4 The first action of the nursing process is assessment. The nurse should first evaluate the accuracy of the reading by evaluating the pulse plethysmographic waveform. Waveforms that are irregular or erratic may contain artifact caused by a loose, misapplied, or damaged pulse oximeter or by client movement (Option 4). After ensuring that the probe has been properly applied and positioned to provide an accurate reading, the nurse should perform a thorough physical assessment and intervene as appropriate. (Option 1) Auscultation of the lungs would be the next appropriate action to perform if pulse oximetry readings are deemed accurate. (Options 2 and 3) If the reading is deemed accurate after further assessment, the nurse should assist the client into the high Fowler position and encourage slow, deep breaths to promote ventilation. The nurse should increase the oxygen flow rate and notify the health care provider if the client's oxygen saturation does not improve with nursing interventions. Educational objective: When a low oxygen saturation with apparent artifact in the pulse plethysmographic waveform is observed, the nurse should discern the accuracy of the reading to prevent unnecessary treatment. If the pulse oximeter reading is accurate, the nurse should perform a thorough physical assessment and intervene as appropriate.

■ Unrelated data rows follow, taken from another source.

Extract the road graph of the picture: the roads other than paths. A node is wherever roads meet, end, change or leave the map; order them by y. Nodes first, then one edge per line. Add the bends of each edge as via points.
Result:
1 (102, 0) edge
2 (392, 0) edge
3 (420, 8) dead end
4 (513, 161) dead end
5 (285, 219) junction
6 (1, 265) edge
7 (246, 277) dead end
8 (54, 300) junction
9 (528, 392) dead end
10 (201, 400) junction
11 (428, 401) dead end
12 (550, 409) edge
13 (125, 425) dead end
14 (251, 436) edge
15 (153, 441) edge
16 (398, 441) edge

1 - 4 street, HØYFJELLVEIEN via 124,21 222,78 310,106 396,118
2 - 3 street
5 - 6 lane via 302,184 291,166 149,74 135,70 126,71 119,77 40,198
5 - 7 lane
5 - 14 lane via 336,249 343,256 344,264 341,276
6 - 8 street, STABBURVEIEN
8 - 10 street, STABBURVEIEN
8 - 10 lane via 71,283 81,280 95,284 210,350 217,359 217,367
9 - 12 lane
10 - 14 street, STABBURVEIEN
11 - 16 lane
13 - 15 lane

The nurse is teaching a class on nutrition and feeding practices for young children. What should the nurse recommend as the best snack for a toddler? 1. ½ cup orange juice 2. Dry, sweetened cereal 3. Raw carrot sticks 4. Slices of cheese

4 When choosing foods for a toddler (age 1-3 years), parents should consider the following factors: - Safety: Small, hard, sticky, or slippery foods (eg, hot dogs, whole grapes, nuts, raw carrot sticks, popcorn, peanut butter, hard candy, fruit snacks) pose a choking risk and should not be offered. - Nutrient density: Foods should contain valuable nutrients (eg, protein, vitamins) rather than just "empty calories" (eg, sugars). - Potential for foodborne illness: Children are at a higher risk for developing food-related infections, especially if given raw, unpasteurized foods (eg, partially cooked eggs, raw fish, raw bean sprouts). Healthy snacks for a toddler include pieces of cheese, whole-wheat crackers, banana slices, yogurt, cooked vegetables, and cottage cheese with thinly sliced fruit (Option 4). (Option 1) Although orange juice is a source of vitamin C, it contains a large amount of sugar and lacks fiber. Toddlers should have no more than 4-6 oz of 100% fruit juice per day. (Option 2) Sweetened cereals, especially those marketed toward children, can be high in sugar and low in nutrients. (Option 3) Raw carrot sticks are hard and pose a choking risk. Parents should serve carrots and other hard vegetables grated or cooked. Educational objective: Food for young children should contain valuable nutrients and pose little risk of choking or foodborne infection. An example of a healthy snack for a toddler is a slice of cheese.